Chloe s’interrompit, comme à bout de souffle, puis se tourna vers Azem.

— Elle aurait demandé à des libertaires de pendre le préfet ?

Elle fronça les sourcils, peu convaincue.

— Il n’a pas été prouvé que les libertaires soient mêlés à cette histoire, avança Azem.

— Qu’est-ce que vous en savez ?

— Le préfet Pinkerton a été drogué avant sa pendaison et, depuis, il est plongé dans un profond sommeil. J’enquêtais sur un cas similaire : une autre femme trouvée chez elle, endormie. Les médecins ne parviennent pas à les réveiller.

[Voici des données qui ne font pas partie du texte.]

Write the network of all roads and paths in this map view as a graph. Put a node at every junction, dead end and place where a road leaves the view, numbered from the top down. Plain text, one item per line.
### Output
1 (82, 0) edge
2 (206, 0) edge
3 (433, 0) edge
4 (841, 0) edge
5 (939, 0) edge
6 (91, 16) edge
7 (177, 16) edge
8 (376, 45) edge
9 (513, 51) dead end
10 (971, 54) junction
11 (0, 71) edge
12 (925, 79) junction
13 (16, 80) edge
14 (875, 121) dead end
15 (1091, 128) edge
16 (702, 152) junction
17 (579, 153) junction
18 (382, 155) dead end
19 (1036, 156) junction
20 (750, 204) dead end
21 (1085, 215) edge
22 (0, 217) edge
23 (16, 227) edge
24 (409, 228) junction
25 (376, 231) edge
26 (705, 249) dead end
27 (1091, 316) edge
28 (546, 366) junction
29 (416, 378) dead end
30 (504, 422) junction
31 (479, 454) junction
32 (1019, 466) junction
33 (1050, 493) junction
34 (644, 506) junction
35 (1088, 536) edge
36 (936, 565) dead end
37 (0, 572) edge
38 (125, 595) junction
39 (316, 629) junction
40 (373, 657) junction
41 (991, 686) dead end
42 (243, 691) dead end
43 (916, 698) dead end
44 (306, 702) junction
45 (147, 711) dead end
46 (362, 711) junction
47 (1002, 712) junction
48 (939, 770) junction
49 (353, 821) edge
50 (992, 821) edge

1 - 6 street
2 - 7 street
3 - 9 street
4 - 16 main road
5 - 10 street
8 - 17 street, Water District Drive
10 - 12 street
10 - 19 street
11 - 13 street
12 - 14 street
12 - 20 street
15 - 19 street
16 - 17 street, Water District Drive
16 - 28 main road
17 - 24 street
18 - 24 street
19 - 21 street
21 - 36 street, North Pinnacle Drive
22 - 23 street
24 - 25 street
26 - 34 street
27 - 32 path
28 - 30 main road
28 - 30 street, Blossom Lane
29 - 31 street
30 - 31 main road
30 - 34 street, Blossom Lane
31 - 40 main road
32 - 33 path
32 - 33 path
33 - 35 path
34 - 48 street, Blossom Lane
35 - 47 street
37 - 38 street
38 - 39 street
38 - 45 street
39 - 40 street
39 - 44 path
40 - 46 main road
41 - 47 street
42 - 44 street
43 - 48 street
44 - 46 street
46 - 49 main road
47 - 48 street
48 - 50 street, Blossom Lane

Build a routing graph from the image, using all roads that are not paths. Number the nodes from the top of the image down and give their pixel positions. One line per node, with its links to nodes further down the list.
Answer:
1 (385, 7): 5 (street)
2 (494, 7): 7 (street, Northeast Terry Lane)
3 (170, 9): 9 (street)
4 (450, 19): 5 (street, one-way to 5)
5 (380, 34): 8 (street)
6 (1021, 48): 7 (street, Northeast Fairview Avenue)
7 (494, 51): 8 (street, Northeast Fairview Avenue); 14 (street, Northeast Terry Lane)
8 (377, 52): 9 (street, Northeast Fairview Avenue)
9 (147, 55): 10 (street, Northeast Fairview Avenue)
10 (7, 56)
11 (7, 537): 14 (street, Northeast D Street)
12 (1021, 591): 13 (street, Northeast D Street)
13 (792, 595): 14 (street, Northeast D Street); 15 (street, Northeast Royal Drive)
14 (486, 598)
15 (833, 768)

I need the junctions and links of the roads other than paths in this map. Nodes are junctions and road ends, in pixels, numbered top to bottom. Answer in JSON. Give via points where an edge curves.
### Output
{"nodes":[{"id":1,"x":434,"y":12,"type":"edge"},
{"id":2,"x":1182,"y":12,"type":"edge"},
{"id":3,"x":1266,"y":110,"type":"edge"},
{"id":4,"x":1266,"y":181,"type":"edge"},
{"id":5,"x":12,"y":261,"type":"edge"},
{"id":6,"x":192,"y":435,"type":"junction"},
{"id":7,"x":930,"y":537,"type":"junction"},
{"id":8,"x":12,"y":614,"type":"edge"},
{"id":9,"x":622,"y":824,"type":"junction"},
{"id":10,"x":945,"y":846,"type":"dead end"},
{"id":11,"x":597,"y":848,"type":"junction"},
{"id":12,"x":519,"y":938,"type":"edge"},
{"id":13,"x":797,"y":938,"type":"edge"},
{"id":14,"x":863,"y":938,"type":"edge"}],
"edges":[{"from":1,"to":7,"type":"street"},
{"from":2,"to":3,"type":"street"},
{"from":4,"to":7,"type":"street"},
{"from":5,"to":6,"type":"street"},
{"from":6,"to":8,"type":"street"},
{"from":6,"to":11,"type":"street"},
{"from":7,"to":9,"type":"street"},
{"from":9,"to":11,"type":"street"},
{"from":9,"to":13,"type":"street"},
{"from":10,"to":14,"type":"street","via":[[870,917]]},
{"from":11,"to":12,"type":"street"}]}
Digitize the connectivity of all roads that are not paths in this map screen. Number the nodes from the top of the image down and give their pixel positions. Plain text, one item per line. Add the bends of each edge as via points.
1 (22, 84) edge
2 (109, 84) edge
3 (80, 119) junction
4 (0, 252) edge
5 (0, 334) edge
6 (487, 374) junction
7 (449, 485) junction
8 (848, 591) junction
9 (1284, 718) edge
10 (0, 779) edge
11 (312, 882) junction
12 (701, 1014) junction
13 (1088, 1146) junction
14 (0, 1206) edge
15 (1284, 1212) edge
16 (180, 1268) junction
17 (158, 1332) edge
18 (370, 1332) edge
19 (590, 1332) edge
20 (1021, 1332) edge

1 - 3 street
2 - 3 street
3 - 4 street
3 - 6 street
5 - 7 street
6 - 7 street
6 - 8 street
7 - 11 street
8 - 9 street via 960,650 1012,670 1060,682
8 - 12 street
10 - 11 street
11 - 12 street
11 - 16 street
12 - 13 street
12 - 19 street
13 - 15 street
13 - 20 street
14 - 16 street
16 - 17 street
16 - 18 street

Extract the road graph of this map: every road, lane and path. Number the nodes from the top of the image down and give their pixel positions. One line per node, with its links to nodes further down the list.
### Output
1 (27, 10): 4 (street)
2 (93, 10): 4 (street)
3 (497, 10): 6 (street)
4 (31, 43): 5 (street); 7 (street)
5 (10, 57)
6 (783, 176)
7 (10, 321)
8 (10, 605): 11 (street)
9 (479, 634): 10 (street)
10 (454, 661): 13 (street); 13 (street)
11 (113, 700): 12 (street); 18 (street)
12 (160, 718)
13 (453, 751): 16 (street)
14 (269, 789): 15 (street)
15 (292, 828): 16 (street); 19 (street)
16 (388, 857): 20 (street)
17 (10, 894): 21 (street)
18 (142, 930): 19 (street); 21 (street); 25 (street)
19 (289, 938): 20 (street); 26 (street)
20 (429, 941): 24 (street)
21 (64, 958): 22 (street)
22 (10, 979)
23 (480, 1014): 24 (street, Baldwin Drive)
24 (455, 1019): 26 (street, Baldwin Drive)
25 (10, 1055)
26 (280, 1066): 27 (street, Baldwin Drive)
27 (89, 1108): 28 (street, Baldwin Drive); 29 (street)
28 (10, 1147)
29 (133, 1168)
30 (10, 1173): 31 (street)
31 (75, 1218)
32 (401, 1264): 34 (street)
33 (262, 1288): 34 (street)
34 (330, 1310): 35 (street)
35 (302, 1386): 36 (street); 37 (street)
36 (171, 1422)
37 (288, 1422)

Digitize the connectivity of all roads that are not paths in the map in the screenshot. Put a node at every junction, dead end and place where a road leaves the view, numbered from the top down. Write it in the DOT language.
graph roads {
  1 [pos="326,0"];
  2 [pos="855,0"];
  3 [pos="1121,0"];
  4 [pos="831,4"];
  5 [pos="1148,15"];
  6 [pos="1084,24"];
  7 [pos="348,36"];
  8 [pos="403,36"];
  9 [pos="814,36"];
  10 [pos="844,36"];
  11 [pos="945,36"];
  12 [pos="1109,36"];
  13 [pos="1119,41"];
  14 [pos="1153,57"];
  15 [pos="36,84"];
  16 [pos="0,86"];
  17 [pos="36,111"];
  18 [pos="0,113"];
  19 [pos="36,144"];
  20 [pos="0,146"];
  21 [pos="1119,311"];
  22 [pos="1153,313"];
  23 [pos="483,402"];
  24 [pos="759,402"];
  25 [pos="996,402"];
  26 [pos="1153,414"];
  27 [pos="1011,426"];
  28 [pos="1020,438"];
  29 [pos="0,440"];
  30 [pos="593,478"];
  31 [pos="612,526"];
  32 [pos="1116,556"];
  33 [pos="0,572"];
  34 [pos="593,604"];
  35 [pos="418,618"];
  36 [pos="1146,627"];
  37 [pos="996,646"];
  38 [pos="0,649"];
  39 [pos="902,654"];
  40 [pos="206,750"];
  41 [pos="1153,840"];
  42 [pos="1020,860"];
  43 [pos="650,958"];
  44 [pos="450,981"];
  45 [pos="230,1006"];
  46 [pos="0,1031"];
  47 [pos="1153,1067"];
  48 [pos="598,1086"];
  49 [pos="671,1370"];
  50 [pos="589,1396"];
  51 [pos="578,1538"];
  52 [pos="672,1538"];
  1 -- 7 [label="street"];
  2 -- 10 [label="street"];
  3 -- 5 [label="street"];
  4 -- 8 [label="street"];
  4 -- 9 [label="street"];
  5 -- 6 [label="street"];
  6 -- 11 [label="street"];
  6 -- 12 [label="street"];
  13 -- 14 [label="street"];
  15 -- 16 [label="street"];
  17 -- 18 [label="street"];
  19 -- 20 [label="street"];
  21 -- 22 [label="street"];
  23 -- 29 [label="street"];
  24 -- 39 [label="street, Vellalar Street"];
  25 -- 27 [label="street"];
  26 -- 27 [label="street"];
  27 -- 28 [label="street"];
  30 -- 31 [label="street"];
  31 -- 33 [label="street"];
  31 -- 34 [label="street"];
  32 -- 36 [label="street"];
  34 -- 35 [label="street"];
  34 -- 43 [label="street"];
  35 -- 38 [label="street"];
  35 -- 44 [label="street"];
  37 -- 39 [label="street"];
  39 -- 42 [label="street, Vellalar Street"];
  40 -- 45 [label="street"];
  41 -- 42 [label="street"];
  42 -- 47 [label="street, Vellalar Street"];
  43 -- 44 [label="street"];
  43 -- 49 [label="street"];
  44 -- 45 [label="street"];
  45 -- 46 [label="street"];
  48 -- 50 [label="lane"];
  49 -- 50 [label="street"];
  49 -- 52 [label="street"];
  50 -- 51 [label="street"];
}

Il pensa à Nasrim, déçu de ne pas avoir trouvé pourquoi elle aussi dormait ainsi ; révolté de ne pas avoir pu la sortir de là. Peut-être que Dominique finirait par comprendre et que les médecins élaboreraient un antidote. Il bouillonnait de l’intérieur, refusant obstinément de l’admettre. Il était aux petits soins pour Stephen. Lui, il ne le laisserait pas partir, quelle qu’en soit la manière. Lui, il le sauverait.

— Alors..., reprit Chloe au bout de quelques pas, le visage baissé. Vous auriez dû enquêter aussi sur la mort de ma sœur ; Roger dit que madame Pinkerton l’a droguée. Une surdose... et voilà.

Azem la vit qui serrait le poing. De rage. De frustration. Il ne connaissait que trop bien ce sentiment, celui d’avoir échoué quelque part, de n’avoir pas su protéger l’une des rares personnes à laquelle on tient.

— On ne connaîtra jamais la vérité, acheva-t-elle. N’est-ce pas ?

Elle n’attendait vraisemblablement pas de réponse, puisqu’elle marcha plus en avant, abandonnant Azem seul tout derrière.